Novartis is no stranger to kickback allegations. Not only did Sandoz pay out $195 million to settle price-fixing allegations last year, but the parent company also paid more than $642 million in multiple settlements last year to resolve government charges that the company violated the False Claims Act. 

Novartis has agreed to pay $51.25 million to resolve allegations that it illegally paid the copay obligations for patients taking its drugs in the first settlement. That agreement was related to the company’s alleged illegal use of three foundations as conduits to pay the copayments of Medicare patients taking Novartis’s drugs Gilenya, a multiple sclerosis drug, and Afinitor, which is prescribed for advanced renal cell carcinoma. Federal law prohibits companies and organizations from providing payment for a Medicare copay to secure prescriptions for a particular drug. 

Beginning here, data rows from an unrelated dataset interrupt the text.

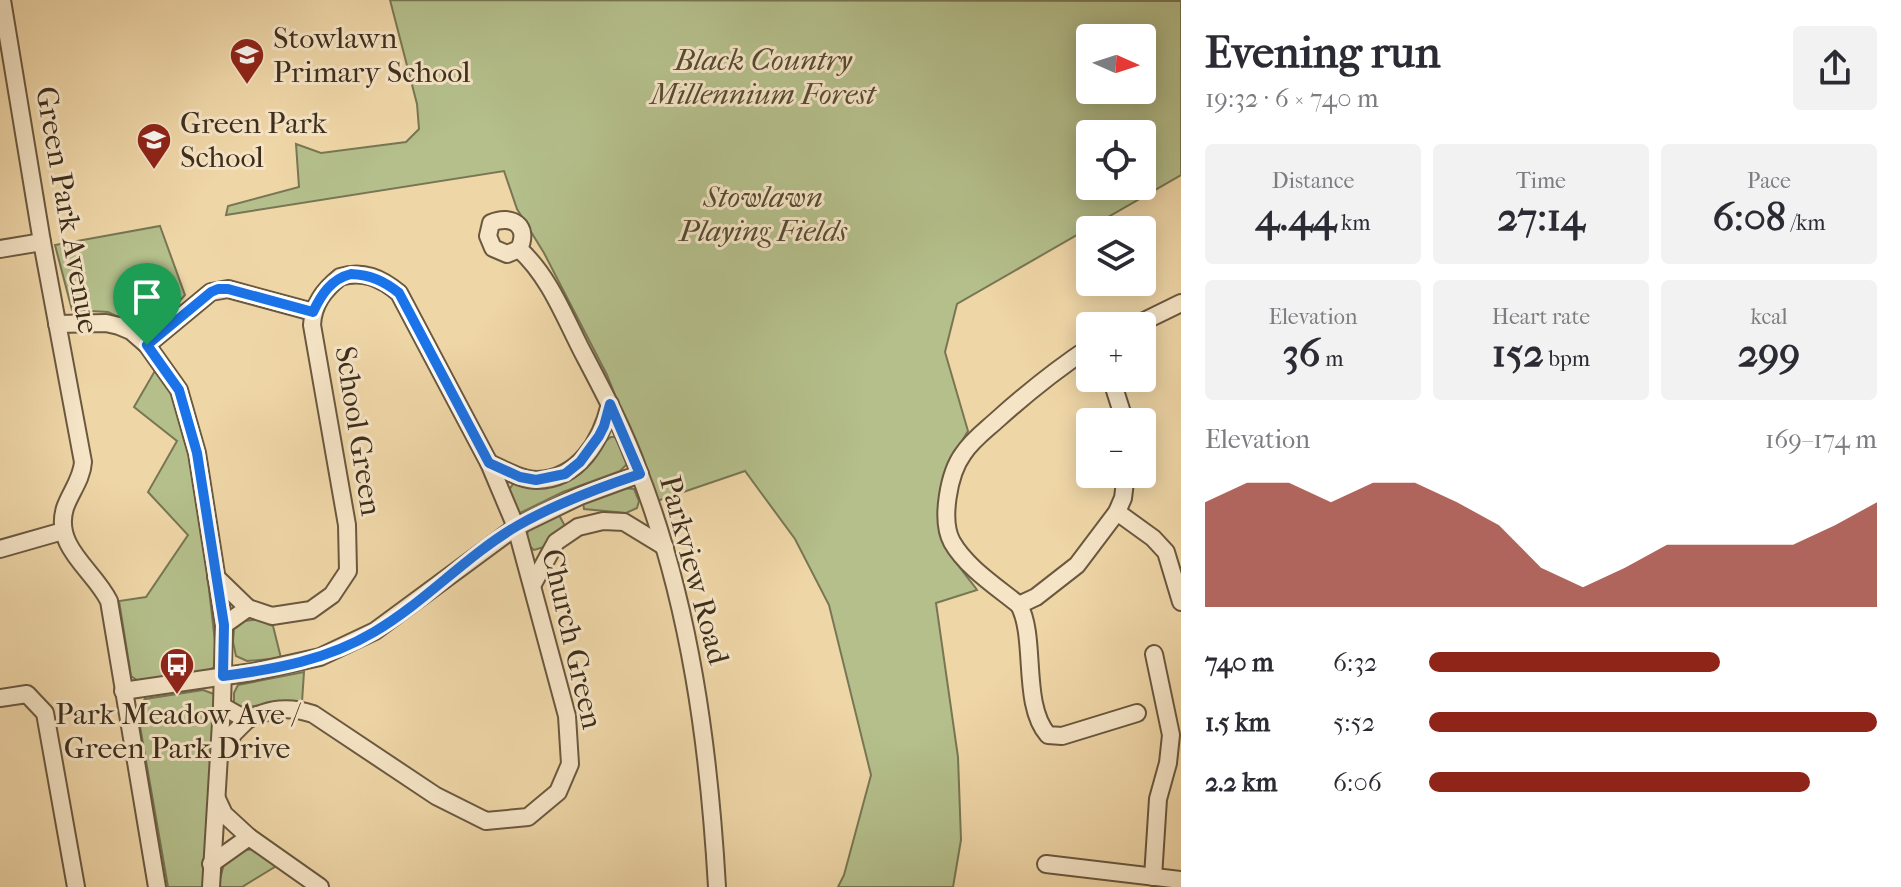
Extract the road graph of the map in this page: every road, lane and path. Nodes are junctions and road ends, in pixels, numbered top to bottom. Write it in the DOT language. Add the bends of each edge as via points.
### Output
graph roads {
  1 [pos="2,0"];
  2 [pos="42,242"];
  3 [pos="0,249"];
  4 [pos="519,249"];
  5 [pos="1181,303"];
  6 [pos="313,312"];
  7 [pos="1156,315"];
  8 [pos="57,324"];
  9 [pos="147,345"];
  10 [pos="1076,358"];
  11 [pos="610,404"];
  12 [pos="489,463"];
  13 [pos="640,474"];
  14 [pos="1124,488"];
  15 [pos="1117,512"];
  16 [pos="516,527"];
  17 [pos="63,531"];
  18 [pos="665,547"];
  19 [pos="0,549"];
  20 [pos="216,577"];
  21 [pos="533,584"];
  22 [pos="1181,602"];
  23 [pos="1019,605"];
  24 [pos="248,608"];
  25 [pos="224,625"];
  26 [pos="1154,654"];
  27 [pos="223,676"];
  28 [pos="123,691"];
  29 [pos="0,698"];
  30 [pos="222,706"];
  31 [pos="1137,713"];
  32 [pos="247,720"];
  33 [pos="218,759"];
  34 [pos="215,796"];
  35 [pos="249,837"];
  36 [pos="211,864"];
  37 [pos="1046,864"];
  38 [pos="1153,877"];
  39 [pos="1181,880"];
  40 [pos="76,887"];
  41 [pos="157,887"];
  42 [pos="211,887"];
  43 [pos="320,887"];
  44 [pos="717,887"];
  1 -- 2 [label="street, Green Park Avenue"];
  2 -- 3 [label="street"];
  2 -- 8 [label="street, Green Park Avenue"];
  4 -- 11 [label="street, Parkview Road" via="542,274"];
  5 -- 7 [label="street"];
  6 -- 9 [label="street" via="218,289"];
  6 -- 12 [label="street, School Green" via="340,277 362,274 399,293"];
  6 -- 24 [label="street, School Green" via="347,525 348,571 332,595 311,610 272,616"];
  8 -- 9 [label="street" via="119,326"];
  8 -- 17 [label="street, Green Park Avenue" via="83,462 64,511"];
  9 -- 20 [label="street" via="179,390 197,453"];
  10 -- 23 [label="street" via="1033,388 961,455 945,512 951,541"];
  11 -- 12 [label="street" via="599,436 565,474 536,480"];
  11 -- 13 [label="street, Parkview Road"];
  12 -- 16 [label="street, School Green"];
  13 -- 16 [label="street"];
  13 -- 18 [label="street, Parkview Road"];
  14 -- 15 [label="street"];
  15 -- 22 [label="street" via="1166,552"];
  15 -- 23 [label="street" via="1077,565"];
  16 -- 21 [label="street, Church Green"];
  16 -- 27 [label="street" via="364,637 320,657"];
  17 -- 19 [label="street"];
  17 -- 28 [label="street" via="72,554 109,601"];
  18 -- 21 [label="street" via="624,522 578,527 556,542"];
  18 -- 44 [label="street, Parkview Road" via="712,789"];
  20 -- 24 [label="street"];
  20 -- 25 [label="street"];
  21 -- 32 [label="street, Church Green" via="567,716 570,764 558,792 528,817 486,821 436,796 313,714 294,708 271,710"];
  23 -- 31 [label="street" via="1025,616 1030,682 1048,735 1062,736"];
  24 -- 25 [label="street"];
  25 -- 27 [label="street"];
  26 -- 38 [label="street" via="1171,735 1158,799"];
  27 -- 28 [label="street"];
  27 -- 30 [label="street"];
  28 -- 41 [label="street"];
  29 -- 40 [label="street" via="27,694 45,713"];
  30 -- 32 [label="street"];
  30 -- 33 [label="street"];
  32 -- 33 [label="street"];
  33 -- 34 [label="street"];
  34 -- 35 [label="street" via="224,814"];
  34 -- 36 [label="street"];
  35 -- 36 [label="street"];
  35 -- 43 [label="street"];
  36 -- 42 [label="street"];
  37 -- 38 [label="street"];
  38 -- 39 [label="street"];
}
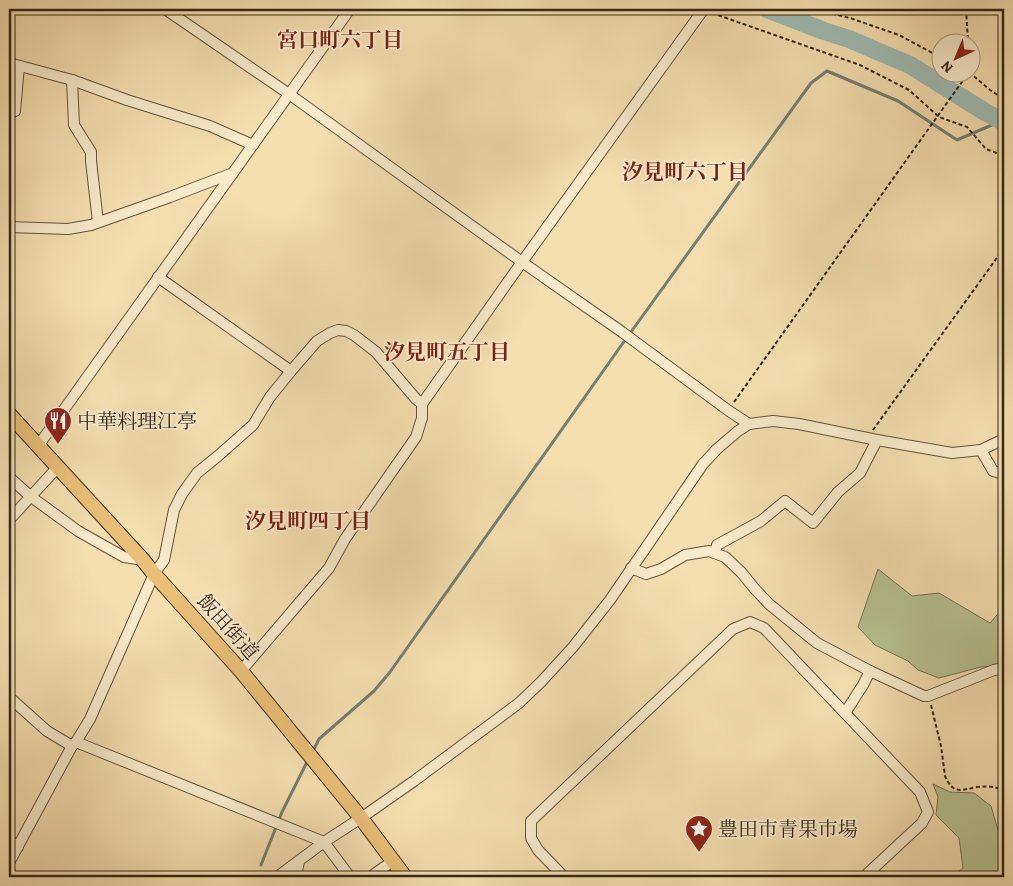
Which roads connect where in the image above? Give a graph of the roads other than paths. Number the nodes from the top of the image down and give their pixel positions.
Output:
1 (165, 9) edge
2 (350, 9) edge
3 (703, 10) edge
4 (14, 64) edge
5 (72, 80) junction
6 (289, 94) junction
7 (9, 112) edge
8 (253, 145) junction
9 (233, 173) junction
10 (98, 222) junction
11 (9, 228) edge
12 (522, 262) junction
13 (158, 277) junction
14 (291, 370) junction
15 (422, 404) junction
16 (9, 414) edge
17 (750, 424) junction
18 (872, 439) junction
19 (1004, 439) edge
20 (38, 446) junction
21 (982, 450) junction
22 (57, 468) junction
23 (1004, 474) edge
24 (9, 477) edge
25 (30, 496) junction
26 (9, 520) edge
27 (715, 553) junction
28 (143, 560) junction
29 (631, 568) junction
30 (154, 574) junction
31 (1004, 668) edge
32 (241, 670) junction
33 (870, 671) junction
34 (9, 697) edge
35 (845, 713) junction
36 (74, 744) junction
37 (361, 818) junction
38 (9, 840) edge
39 (324, 842) junction
40 (18, 847) junction
41 (299, 861) junction
42 (393, 862) junction
43 (9, 863) edge
44 (277, 877) edge
45 (296, 877) edge
46 (350, 877) edge
47 (370, 877) edge
48 (405, 877) edge
49 (564, 877) edge
50 (864, 877) edge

The second settlement resolves claims arising from the company’s alleged payments of kickbacks to doctors. To satisfy that claim, Novartis agreed to pay the government $591,442,008 to resolve allegations that the company provided kickbacks to doctors to encourage them to prescribe a slew of medication developed by the company, including Lotrel, Valturna, Starlix, Tekturna, Tekturna HCT, Tekamlo, Diovan, Diovan HCT, Exforge and Exforge HCT. 

Novartis will forfeit $38.4 million under the Civil Asset Forfeiture Statute, according to the DOJ.

In 2015, the company also paid out $390 million to settle a civil lawsuit related to the kickback payments to specialty pharmacy companies that distributed Exjade and Myfortic.

Entresto is one of the company’s biggest revenue drivers. According to its quarterly report, Entresto sales increased 41% to bring in $2.6 billion for the company over the first nine months of 2021. Analysts predict the drug could generate $5 billion in sales before it loses exclusivity in four years.

Novartis said it is currently evaluating the Department of Justice’s inquiry. 

Novartis announced plans to conduct a strategic review of its Sandoz unit in its quarterly report, which could mean a potential sale. Sandoz is Novartis’ generics business and is also the company’s business unit for the development of biosimilar drugs. The review will explore all options, including retaining the business to complete separation.

Novartis also noted scrapping clinical trial plans for its experimental Rett Syndrome gene therapy, OAV201. The company will continue to explore additional options to treat the genetic disease. OAV201 was initially developed by AveXis, which Novartis acquired. AveXis, now known as Novartis Gene Therapies, is the same company that developed Zolgensma, the approved gene therapy for spinal muscular atrophy. 

Preclinical data for OAV201 failed to live up to expectations, Novartis said in its report.